China to send troops to N Korea: Report*
Sat Jan 15, 2011
China and North Korea are reportedly discussing details of a plan allowing Chinese army forces to be deployed in the communist country for the first time in about two decades.
Citing an anonymous official at the presidential Blue House, the South Korean Chosun Ilbo newspaper reported on Saturday that the troops “would protect Chinese port facilities” in the Rason special economic zone near the Sea of Japan (East Sea).
"North Korea and China have discussed the issue of stationing a small number of Chinese troops to protect China-invested port facilities," the unnamed official told the newspaper.
"The presence of Chinese troops is apparently to guard facilities and protect Chinese nationals," the official added.
In 2008, Beijing was reportedly allowed to use a pier at Rason to secure its access to the Sea of Japan.
The Chinese troops, supervising a truce between the two Koreas after the 1950-53 Korean War, withdrew from the North in 1994.
Some officials believe the presence of troops will allow China to intervene in case of any instability in North Korea.
"The worst scenario China wants to avoid is a possibly chaotic situation in its northeastern provinces, which might be created by massive inflows of North Korean refugees," Seoul's International Security Ambassador Nam Joo-Hong was quoted as saying.
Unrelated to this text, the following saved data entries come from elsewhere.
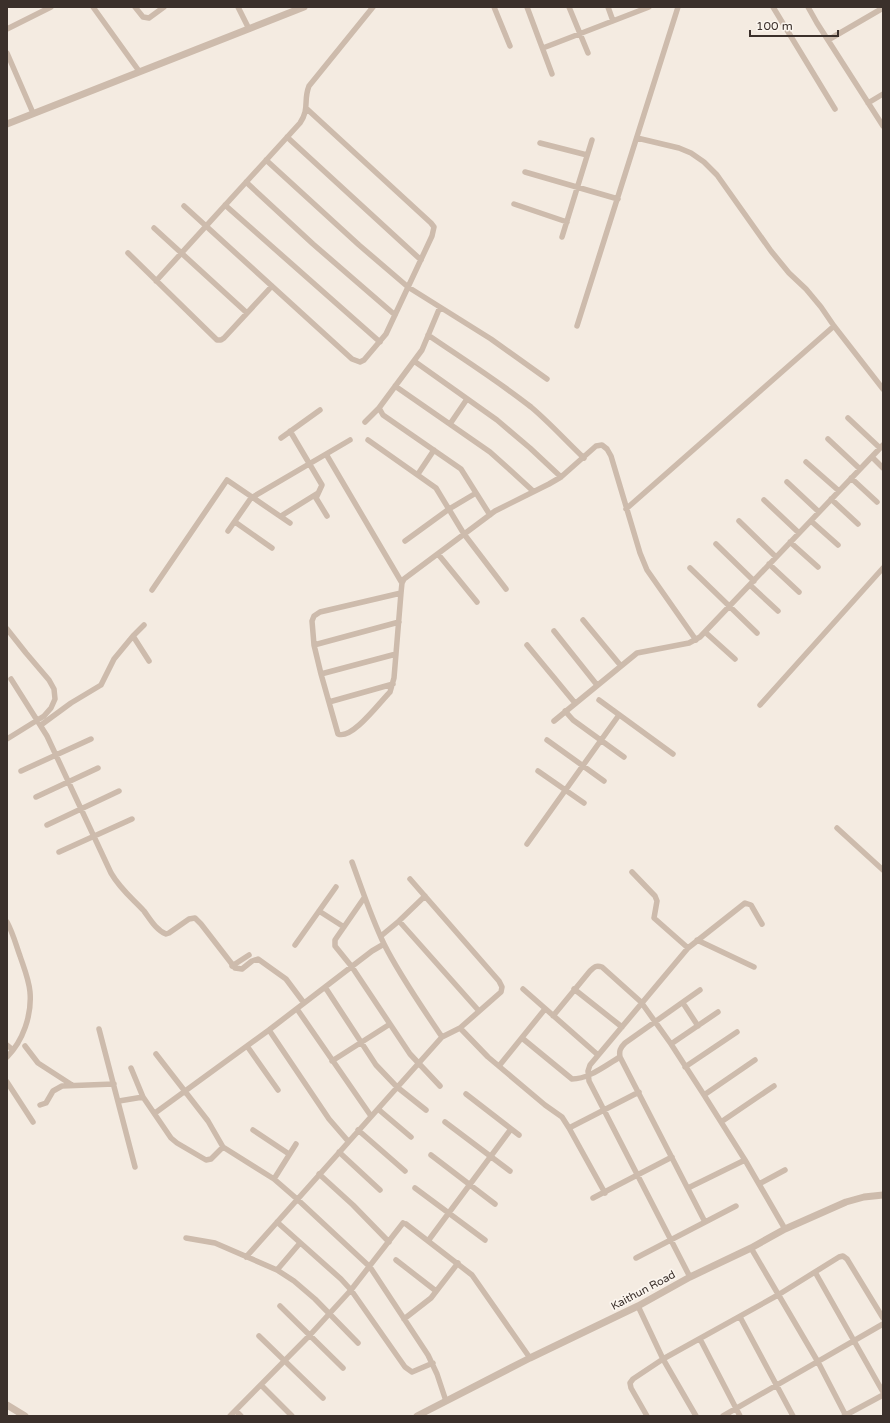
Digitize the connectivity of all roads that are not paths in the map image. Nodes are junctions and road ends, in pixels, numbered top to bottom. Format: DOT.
graph roads {
  1 [pos="51,7"];
  2 [pos="93,7"];
  3 [pos="135,7"];
  4 [pos="164,7"];
  5 [pos="238,7"];
  6 [pos="304,7"];
  7 [pos="373,7"];
  8 [pos="494,7"];
  9 [pos="527,7"];
  10 [pos="569,7"];
  11 [pos="608,7"];
  12 [pos="649,7"];
  13 [pos="678,7"];
  14 [pos="773,7"];
  15 [pos="808,7"];
  16 [pos="883,8"];
  17 [pos="613,21"];
  18 [pos="246,22"];
  19 [pos="7,28"];
  20 [pos="580,35"];
  21 [pos="828,40"];
  22 [pos="510,46"];
  23 [pos="543,48"];
  24 [pos="7,53"];
  25 [pos="588,53"];
  26 [pos="9,61"];
  27 [pos="137,69"];
  28 [pos="552,74"];
  29 [pos="883,94"];
  30 [pos="868,103"];
  31 [pos="835,109"];
  32 [pos="31,110"];
  33 [pos="307,110"];
  34 [pos="7,124"];
  35 [pos="883,126"];
  36 [pos="287,137"];
  37 [pos="637,138"];
  38 [pos="592,140"];
  39 [pos="540,143"];
  40 [pos="587,155"];
  41 [pos="266,160"];
  42 [pos="525,172"];
  43 [pos="246,182"];
  44 [pos="578,187"];
  45 [pos="618,199"];
  46 [pos="514,204"];
  47 [pos="225,205"];
  48 [pos="184,206"];
  49 [pos="567,222"];
  50 [pos="206,226"];
  51 [pos="154,228"];
  52 [pos="562,237"];
  53 [pos="128,253"];
  54 [pos="181,253"];
  55 [pos="421,260"];
  56 [pos="156,281"];
  57 [pos="272,286"];
  58 [pos="408,287"];
  59 [pos="440,307"];
  60 [pos="247,313"];
  61 [pos="395,315"];
  62 [pos="577,326"];
  63 [pos="834,326"];
  64 [pos="428,336"];
  65 [pos="380,342"];
  66 [pos="414,361"];
  67 [pos="548,379"];
  68 [pos="395,386"];
  69 [pos="883,389"];
  70 [pos="467,399"];
  71 [pos="379,408"];
  72 [pos="320,410"];
  73 [pos="848,418"];
  74 [pos="365,422"];
  75 [pos="450,424"];
  76 [pos="290,431"];
  77 [pos="281,438"];
  78 [pos="828,439"];
  79 [pos="350,440"];
  80 [pos="368,440"];
  81 [pos="881,446"];
  82 [pos="434,450"];
  83 [pos="326,454"];
  84 [pos="872,457"];
  85 [pos="584,458"];
  86 [pos="806,462"];
  87 [pos="309,463"];
  88 [pos="883,468"];
  89 [pos="860,469"];
  90 [pos="418,474"];
  91 [pos="561,477"];
  92 [pos="851,478"];
  93 [pos="787,482"];
  94 [pos="839,491"];
  95 [pos="533,492"];
  96 [pos="318,493"];
  97 [pos="476,493"];
  98 [pos="252,497"];
  99 [pos="831,499"];
  100 [pos="764,500"];
  101 [pos="877,502"];
  102 [pos="450,509"];
  103 [pos="626,509"];
  104 [pos="819,512"];
  105 [pos="490,515"];
  106 [pos="281,516"];
  107 [pos="327,516"];
  108 [pos="739,521"];
  109 [pos="811,521"];
  110 [pos="235,522"];
  111 [pos="290,522"];
  112 [pos="858,524"];
  113 [pos="228,531"];
  114 [pos="799,533"];
  115 [pos="464,534"];
  116 [pos="404,541"];
  117 [pos="790,542"];
  118 [pos="716,544"];
  119 [pos="838,545"];
  120 [pos="272,548"];
  121 [pos="438,554"];
  122 [pos="776,557"];
  123 [pos="769,564"];
  124 [pos="818,567"];
  125 [pos="690,568"];
  126 [pos="883,568"];
  127 [pos="402,583"];
  128 [pos="752,583"];
  129 [pos="506,589"];
  130 [pos="152,590"];
  131 [pos="799,592"];
  132 [pos="401,593"];
  133 [pos="477,602"];
  134 [pos="729,607"];
  135 [pos="778,611"];
  136 [pos="583,620"];
  137 [pos="399,622"];
  138 [pos="144,625"];
  139 [pos="7,629"];
  140 [pos="554,631"];
  141 [pos="705,632"];
  142 [pos="757,634"];
  143 [pos="133,636"];
  144 [pos="696,640"];
  145 [pos="314,644"];
  146 [pos="527,645"];
  147 [pos="396,654"];
  148 [pos="735,659"];
  149 [pos="149,661"];
  150 [pos="621,666"];
  151 [pos="321,674"];
  152 [pos="11,679"];
  153 [pos="393,684"];
  154 [pos="597,685"];
  155 [pos="599,700"];
  156 [pos="329,702"];
  157 [pos="575,703"];
  158 [pos="760,705"];
  159 [pos="565,711"];
  160 [pos="619,715"];
  161 [pos="554,721"];
  162 [pos="39,722"];
  163 [pos="7,739"];
  164 [pos="91,739"];
  165 [pos="547,740"];
  166 [pos="601,740"];
  167 [pos="673,754"];
  168 [pos="56,756"];
  169 [pos="624,757"];
  170 [pos="583,766"];
  171 [pos="98,768"];
  172 [pos="21,771"];
  173 [pos="538,771"];
  174 [pos="604,781"];
  175 [pos="68,782"];
  176 [pos="566,790"];
  177 [pos="120,791"];
  178 [pos="36,797"];
  179 [pos="584,803"];
  180 [pos="81,809"];
  181 [pos="132,819"];
  182 [pos="47,825"];
  183 [pos="837,828"];
  184 [pos="94,836"];
  185 [pos="527,844"];
  186 [pos="58,852"];
  187 [pos="352,862"];
  188 [pos="883,870"];
  189 [pos="632,872"];
  190 [pos="410,879"];
  191 [pos="336,887"];
  192 [pos="425,896"];
  193 [pos="364,898"];
  194 [pos="319,911"];
  195 [pos="399,921"];
  196 [pos="7,922"];
  197 [pos="762,924"];
  198 [pos="344,927"];
  199 [pos="381,936"];
  200 [pos="697,940"];
  201 [pos="384,944"];
  202 [pos="295,945"];
  203 [pos="688,948"];
  204 [pos="249,955"];
  205 [pos="232,966"];
  206 [pos="352,967"];
  207 [pos="754,967"];
  208 [pos="325,987"];
  209 [pos="523,989"];
  210 [pos="574,989"];
  211 [pos="700,990"];
  212 [pos="641,1002"];
  213 [pos="304,1003"];
  214 [pos="683,1003"];
  215 [pos="297,1009"];
  216 [pos="545,1009"];
  217 [pos="479,1011"];
  218 [pos="718,1012"];
  219 [pos="553,1016"];
  220 [pos="656,1022"];
  221 [pos="390,1024"];
  222 [pos="622,1026"];
  223 [pos="698,1026"];
  224 [pos="460,1028"];
  225 [pos="99,1030"];
  226 [pos="269,1030"];
  227 [pos="737,1032"];
  228 [pos="442,1037"];
  229 [pos="522,1038"];
  230 [pos="361,1043"];
  231 [pos="671,1044"];
  232 [pos="7,1045"];
  233 [pos="25,1046"];
  234 [pos="247,1046"];
  235 [pos="13,1050"];
  236 [pos="156,1054"];
  237 [pos="598,1055"];
  238 [pos="7,1057"];
  239 [pos="620,1057"];
  240 [pos="755,1060"];
  241 [pos="332,1061"];
  242 [pos="418,1064"];
  243 [pos="499,1066"];
  244 [pos="685,1066"];
  245 [pos="131,1068"];
  246 [pos="587,1076"];
  247 [pos="7,1082"];
  248 [pos="114,1084"];
  249 [pos="72,1085"];
  250 [pos="440,1086"];
  251 [pos="774,1086"];
  252 [pos="397,1087"];
  253 [pos="278,1090"];
  254 [pos="186,1091"];
  255 [pos="639,1092"];
  256 [pos="466,1094"];
  257 [pos="704,1095"];
  258 [pos="143,1097"];
  259 [pos="119,1101"];
  260 [pos="40,1105"];
  261 [pos="378,1109"];
  262 [pos="426,1110"];
  263 [pos="604,1110"];
  264 [pos="155,1113"];
  265 [pos="371,1116"];
  266 [pos="33,1122"];
  267 [pos="445,1122"];
  268 [pos="721,1122"];
  269 [pos="570,1128"];
  270 [pos="511,1129"];
  271 [pos="253,1130"];
  272 [pos="358,1130"];
  273 [pos="519,1135"];
  274 [pos="411,1137"];
  275 [pos="348,1141"];
  276 [pos="296,1144"];
  277 [pos="223,1147"];
  278 [pos="339,1152"];
  279 [pos="289,1154"];
  280 [pos="431,1156"];
  281 [pos="491,1156"];
  282 [pos="672,1157"];
  283 [pos="745,1160"];
  284 [pos="135,1167"];
  285 [pos="785,1170"];
  286 [pos="405,1171"];
  287 [pos="510,1171"];
  288 [pos="319,1174"];
  289 [pos="638,1175"];
  290 [pos="274,1179"];
  291 [pos="759,1184"];
  292 [pos="469,1185"];
  293 [pos="415,1188"];
  294 [pos="688,1188"];
  295 [pos="380,1190"];
  296 [pos="604,1193"];
  297 [pos="883,1195"];
  298 [pos="593,1198"];
  299 [pos="297,1199"];
  300 [pos="495,1204"];
  301 [pos="736,1206"];
  302 [pos="448,1214"];
  303 [pos="277,1222"];
  304 [pos="705,1222"];
  305 [pos="785,1229"];
  306 [pos="186,1238"];
  307 [pos="486,1240"];
  308 [pos="671,1240"];
  309 [pos="428,1241"];
  310 [pos="389,1242"];
  311 [pos="300,1243"];
  312 [pos="751,1248"];
  313 [pos="246,1257"];
  314 [pos="636,1258"];
  315 [pos="396,1260"];
  316 [pos="458,1263"];
  317 [pos="370,1266"];
  318 [pos="277,1270"];
  319 [pos="815,1272"];
  320 [pos="690,1277"];
  321 [pos="351,1290"];
  322 [pos="436,1290"];
  323 [pos="778,1295"];
  324 [pos="280,1306"];
  325 [pos="638,1306"];
  326 [pos="330,1313"];
  327 [pos="740,1317"];
  328 [pos="883,1318"];
  329 [pos="404,1319"];
  330 [pos="883,1324"];
  331 [pos="310,1335"];
  332 [pos="258,1336"];
  333 [pos="700,1339"];
  334 [pos="853,1341"];
  335 [pos="358,1343"];
  336 [pos="530,1358"];
  337 [pos="663,1359"];
  338 [pos="284,1361"];
  339 [pos="818,1362"];
  340 [pos="433,1363"];
  341 [pos="344,1368"];
  342 [pos="261,1385"];
  343 [pos="776,1385"];
  344 [pos="883,1393"];
  345 [pos="323,1398"];
  346 [pos="446,1401"];
  347 [pos="7,1405"];
  348 [pos="736,1408"];
  349 [pos="236,1410"];
  350 [pos="25,1416"];
  351 [pos="230,1416"];
  352 [pos="241,1416"];
  353 [pos="292,1416"];
  354 [pos="417,1416"];
  355 [pos="647,1416"];
  356 [pos="696,1416"];
  357 [pos="723,1416"];
  358 [pos="740,1416"];
  359 [pos="793,1416"];
  360 [pos="845,1416"];
  1 -- 19 [label="street"];
  2 -- 27 [label="street"];
  3 -- 4 [label="street"];
  5 -- 18 [label="street"];
  6 -- 18 [label="street"];
  7 -- 33 [label="street"];
  8 -- 22 [label="street"];
  9 -- 23 [label="street"];
  10 -- 20 [label="street"];
  11 -- 17 [label="street"];
  12 -- 17 [label="street"];
  13 -- 37 [label="street"];
  14 -- 31 [label="street"];
  15 -- 21 [label="street"];
  16 -- 21 [label="street"];
  17 -- 20 [label="street"];
  18 -- 27 [label="street"];
  20 -- 23 [label="street"];
  20 -- 25 [label="street"];
  21 -- 30 [label="street"];
  23 -- 28 [label="street"];
  24 -- 26 [label="street"];
  26 -- 32 [label="street"];
  27 -- 32 [label="street"];
  29 -- 30 [label="street"];
  30 -- 35 [label="street"];
  32 -- 34 [label="street"];
  33 -- 36 [label="street"];
  33 -- 55 [label="street"];
  36 -- 41 [label="street"];
  36 -- 55 [label="street"];
  37 -- 45 [label="street"];
  37 -- 63 [label="street"];
  38 -- 40 [label="street"];
  39 -- 40 [label="street"];
  40 -- 44 [label="street"];
  41 -- 43 [label="street"];
  41 -- 58 [label="street"];
  42 -- 44 [label="street"];
  43 -- 47 [label="street"];
  43 -- 61 [label="street"];
  44 -- 45 [label="street"];
  44 -- 49 [label="street"];
  45 -- 62 [label="street"];
  46 -- 49 [label="street"];
  47 -- 50 [label="street"];
  47 -- 65 [label="street"];
  48 -- 50 [label="street"];
  49 -- 52 [label="street"];
  50 -- 54 [label="street"];
  50 -- 57 [label="street"];
  51 -- 54 [label="street"];
  53 -- 56 [label="street"];
  54 -- 56 [label="street"];
  54 -- 60 [label="street"];
  55 -- 58 [label="street"];
  56 -- 60 [label="street"];
  57 -- 60 [label="street"];
  57 -- 65 [label="street"];
  58 -- 59 [label="street"];
  58 -- 61 [label="street"];
  59 -- 64 [label="street"];
  59 -- 67 [label="street"];
  61 -- 65 [label="street"];
  63 -- 69 [label="street"];
  63 -- 103 [label="street"];
  64 -- 66 [label="street"];
  64 -- 85 [label="street"];
  66 -- 68 [label="street"];
  66 -- 70 [label="street"];
  68 -- 71 [label="street"];
  68 -- 75 [label="street"];
  70 -- 75 [label="street"];
  70 -- 91 [label="street"];
  71 -- 74 [label="street"];
  71 -- 82 [label="street"];
  72 -- 76 [label="street"];
  73 -- 81 [label="street"];
  75 -- 95 [label="street"];
  76 -- 77 [label="street"];
  76 -- 87 [label="street"];
  78 -- 89 [label="street"];
  79 -- 83 [label="street"];
  80 -- 90 [label="street"];
  81 -- 84 [label="street"];
  82 -- 90 [label="street"];
  82 -- 97 [label="street"];
  83 -- 87 [label="street"];
  83 -- 127 [label="street"];
  84 -- 88 [label="street"];
  84 -- 89 [label="street"];
  85 -- 91 [label="street"];
  85 -- 103 [label="street"];
  86 -- 94 [label="street"];
  87 -- 96 [label="street"];
  87 -- 98 [label="street"];
  89 -- 92 [label="street"];
  90 -- 102 [label="street"];
  91 -- 95 [label="street"];
  92 -- 94 [label="street"];
  92 -- 101 [label="street"];
  93 -- 104 [label="street"];
  94 -- 99 [label="street"];
  95 -- 105 [label="street"];
  96 -- 106 [label="street"];
  96 -- 107 [label="street"];
  97 -- 102 [label="street"];
  97 -- 105 [label="street"];
  98 -- 106 [label="street"];
  98 -- 110 [label="street"];
  98 -- 130 [label="street"];
  99 -- 104 [label="street"];
  99 -- 112 [label="street"];
  100 -- 114 [label="street"];
  102 -- 115 [label="street"];
  102 -- 116 [label="street"];
  103 -- 144 [label="street"];
  104 -- 109 [label="street"];
  105 -- 115 [label="street"];
  106 -- 111 [label="street"];
  108 -- 122 [label="street"];
  109 -- 114 [label="street"];
  109 -- 119 [label="street"];
  110 -- 113 [label="street"];
  110 -- 120 [label="street"];
  114 -- 117 [label="street"];
  115 -- 121 [label="street"];
  115 -- 129 [label="street"];
  117 -- 122 [label="street"];
  117 -- 124 [label="street"];
  118 -- 128 [label="street"];
  121 -- 127 [label="street"];
  121 -- 133 [label="street"];
  122 -- 123 [label="street"];
  123 -- 128 [label="street"];
  123 -- 131 [label="street"];
  125 -- 134 [label="street"];
  126 -- 158 [label="street"];
  127 -- 132 [label="street"];
  128 -- 134 [label="street"];
  128 -- 135 [label="street"];
  132 -- 137 [label="street"];
  132 -- 145 [label="street"];
  134 -- 141 [label="street"];
  134 -- 142 [label="street"];
  136 -- 150 [label="street"];
  137 -- 145 [label="street"];
  137 -- 147 [label="street"];
  138 -- 143 [label="street"];
  139 -- 162 [label="street"];
  140 -- 154 [label="street"];
  141 -- 144 [label="street"];
  141 -- 148 [label="street"];
  143 -- 149 [label="street"];
  143 -- 162 [label="street"];
  144 -- 150 [label="street"];
  145 -- 151 [label="street"];
  146 -- 157 [label="street"];
  147 -- 151 [label="street"];
  147 -- 153 [label="street"];
  150 -- 154 [label="street"];
  151 -- 156 [label="street"];
  152 -- 162 [label="street"];
  153 -- 156 [label="street"];
  153 -- 156 [label="street"];
  154 -- 157 [label="street"];
  155 -- 160 [label="street"];
  157 -- 159 [label="street"];
  159 -- 161 [label="street"];
  159 -- 166 [label="street"];
  160 -- 166 [label="street"];
  160 -- 167 [label="street"];
  162 -- 163 [label="street"];
  162 -- 168 [label="street"];
  164 -- 168 [label="street"];
  165 -- 170 [label="street"];
  166 -- 169 [label="street"];
  166 -- 170 [label="street"];
  168 -- 172 [label="street"];
  168 -- 175 [label="street"];
  170 -- 174 [label="street"];
  170 -- 176 [label="street"];
  171 -- 175 [label="street"];
  173 -- 176 [label="street"];
  175 -- 178 [label="street"];
  175 -- 180 [label="street"];
  176 -- 179 [label="street"];
  176 -- 185 [label="street"];
  177 -- 180 [label="street"];
  180 -- 182 [label="street"];
  180 -- 184 [label="street"];
  181 -- 184 [label="street"];
  183 -- 188 [label="street"];
  184 -- 186 [label="street"];
  184 -- 205 [label="street"];
  187 -- 193 [label="street"];
  189 -- 203 [label="street"];
  190 -- 192 [label="street"];
  191 -- 194 [label="street"];
  192 -- 195 [label="street"];
  192 -- 217 [label="street"];
  193 -- 198 [label="street"];
  193 -- 199 [label="street"];
  194 -- 198 [label="street"];
  194 -- 202 [label="street"];
  195 -- 199 [label="street"];
  195 -- 217 [label="street"];
  196 -- 235 [label="street"];
  197 -- 200 [label="street"];
  198 -- 206 [label="street"];
  199 -- 201 [label="street"];
  200 -- 203 [label="street"];
  200 -- 207 [label="street"];
  201 -- 206 [label="street"];
  201 -- 228 [label="street"];
  203 -- 212 [label="street"];
  204 -- 205 [label="street"];
  205 -- 213 [label="street"];
  206 -- 208 [label="street"];
  206 -- 221 [label="street"];
  208 -- 213 [label="street"];
  208 -- 230 [label="street"];
  209 -- 216 [label="street"];
  210 -- 212 [label="street"];
  210 -- 219 [label="street"];
  210 -- 222 [label="street"];
  211 -- 214 [label="street"];
  212 -- 220 [label="street"];
  212 -- 222 [label="street"];
  213 -- 215 [label="street"];
  214 -- 220 [label="street"];
  214 -- 223 [label="street"];
  215 -- 226 [label="street"];
  215 -- 241 [label="street"];
  216 -- 219 [label="street"];
  216 -- 229 [label="street"];
  217 -- 224 [label="street"];
  218 -- 223 [label="street"];
  219 -- 237 [label="street"];
  220 -- 231 [label="street"];
  220 -- 239 [label="street"];
  221 -- 230 [label="street"];
  221 -- 242 [label="street"];
  222 -- 237 [label="street"];
  223 -- 231 [label="street"];
  224 -- 228 [label="street"];
  224 -- 243 [label="street"];
  225 -- 248 [label="street"];
  226 -- 234 [label="street"];
  226 -- 275 [label="street"];
  227 -- 244 [label="street"];
  228 -- 242 [label="street"];
  229 -- 243 [label="street"];
  229 -- 246 [label="street"];
  230 -- 241 [label="street"];
  230 -- 252 [label="street"];
  231 -- 244 [label="street"];
  232 -- 235 [label="street"];
  233 -- 249 [label="street"];
  234 -- 253 [label="street"];
  234 -- 254 [label="street"];
  235 -- 238 [label="street"];
  236 -- 254 [label="street"];
  237 -- 246 [label="street"];
  239 -- 246 [label="street"];
  239 -- 255 [label="street"];
  240 -- 257 [label="street"];
  241 -- 265 [label="street"];
  242 -- 250 [label="street"];
  242 -- 252 [label="street"];
  243 -- 269 [label="street"];
  244 -- 257 [label="street"];
  245 -- 258 [label="street"];
  246 -- 263 [label="street"];
  247 -- 266 [label="street"];
  248 -- 249 [label="street"];
  248 -- 259 [label="street"];
  249 -- 260 [label="street"];
  251 -- 268 [label="street"];
  252 -- 261 [label="street"];
  252 -- 262 [label="street"];
  254 -- 264 [label="street"];
  254 -- 277 [label="street"];
  255 -- 263 [label="street"];
  255 -- 282 [label="street"];
  256 -- 270 [label="street"];
  257 -- 268 [label="street"];
  258 -- 259 [label="street"];
  258 -- 264 [label="street"];
  259 -- 284 [label="street"];
  261 -- 265 [label="street"];
  261 -- 274 [label="street"];
  263 -- 269 [label="street"];
  263 -- 289 [label="street"];
  264 -- 277 [label="street"];
  265 -- 272 [label="street"];
  267 -- 281 [label="street"];
  268 -- 283 [label="street"];
  269 -- 296 [label="street"];
  270 -- 273 [label="street"];
  270 -- 281 [label="street"];
  271 -- 279 [label="street"];
  272 -- 275 [label="street"];
  272 -- 286 [label="street"];
  275 -- 278 [label="street"];
  276 -- 279 [label="street"];
  277 -- 290 [label="street"];
  278 -- 288 [label="street"];
  278 -- 295 [label="street"];
  279 -- 290 [label="street"];
  280 -- 292 [label="street"];
  281 -- 287 [label="street"];
  281 -- 292 [label="street"];
  282 -- 289 [label="street"];
  282 -- 294 [label="street"];
  283 -- 291 [label="street"];
  283 -- 294 [label="street"];
  285 -- 291 [label="street"];
  288 -- 299 [label="street"];
  288 -- 310 [label="street"];
  289 -- 296 [label="street"];
  289 -- 308 [label="street"];
  290 -- 299 [label="street"];
  291 -- 305 [label="street"];
  292 -- 300 [label="street"];
  292 -- 302 [label="street"];
  293 -- 302 [label="street"];
  294 -- 304 [label="street"];
  296 -- 298 [label="street"];
  297 -- 305 [label="street, Kaithun Road"];
  299 -- 303 [label="street"];
  299 -- 317 [label="street"];
  301 -- 304 [label="street"];
  302 -- 307 [label="street"];
  302 -- 309 [label="street"];
  303 -- 311 [label="street"];
  303 -- 313 [label="street"];
  304 -- 308 [label="street"];
  305 -- 312 [label="street, Kaithun Road"];
  306 -- 313 [label="street"];
  308 -- 314 [label="street"];
  308 -- 320 [label="street"];
  309 -- 310 [label="street"];
  309 -- 316 [label="street"];
  310 -- 317 [label="street"];
  311 -- 318 [label="street"];
  311 -- 321 [label="street"];
  312 -- 320 [label="street, Kaithun Road"];
  312 -- 323 [label="street"];
  313 -- 318 [label="street"];
  315 -- 322 [label="street"];
  316 -- 322 [label="street"];
  316 -- 336 [label="street"];
  317 -- 321 [label="street"];
  317 -- 329 [label="street"];
  318 -- 326 [label="street"];
  319 -- 323 [label="street"];
  319 -- 328 [label="street"];
  319 -- 334 [label="street"];
  320 -- 325 [label="street, Kaithun Road"];
  321 -- 326 [label="street"];
  321 -- 340 [label="street"];
  322 -- 329 [label="street"];
  323 -- 327 [label="street"];
  323 -- 339 [label="street"];
  324 -- 331 [label="street"];
  325 -- 336 [label="street, Kaithun Road"];
  325 -- 337 [label="street"];
  326 -- 331 [label="street"];
  326 -- 335 [label="street"];
  327 -- 333 [label="street"];
  327 -- 343 [label="street"];
  329 -- 340 [label="street"];
  330 -- 334 [label="street"];
  331 -- 338 [label="street"];
  331 -- 341 [label="street"];
  332 -- 338 [label="street"];
  333 -- 337 [label="street"];
  333 -- 348 [label="street"];
  334 -- 339 [label="street"];
  334 -- 344 [label="street"];
  336 -- 346 [label="street, Kaithun Road"];
  337 -- 355 [label="street"];
  337 -- 356 [label="street"];
  338 -- 342 [label="street"];
  338 -- 345 [label="street"];
  339 -- 343 [label="street"];
  339 -- 360 [label="street"];
  340 -- 346 [label="street"];
  342 -- 349 [label="street"];
  342 -- 353 [label="street"];
  343 -- 348 [label="street"];
  343 -- 359 [label="street"];
  344 -- 360 [label="street"];
  346 -- 354 [label="street, Kaithun Road"];
  347 -- 350 [label="street"];
  348 -- 357 [label="street"];
  348 -- 358 [label="street"];
  349 -- 351 [label="street"];
  349 -- 352 [label="street"];
}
"Its troops stationed in Rason would facilitate China's intervention in case of contingencies in the North," he added.
The development comes amid strained relations between Seoul and Pyongyang caused by the exchange of deadly artillery fire on a border island in late November.
The United States and South Korea also recently staged a series of joint military maneuvers, which the North condemned as provocative and warned they could push the Korean Peninsula to the brink of war.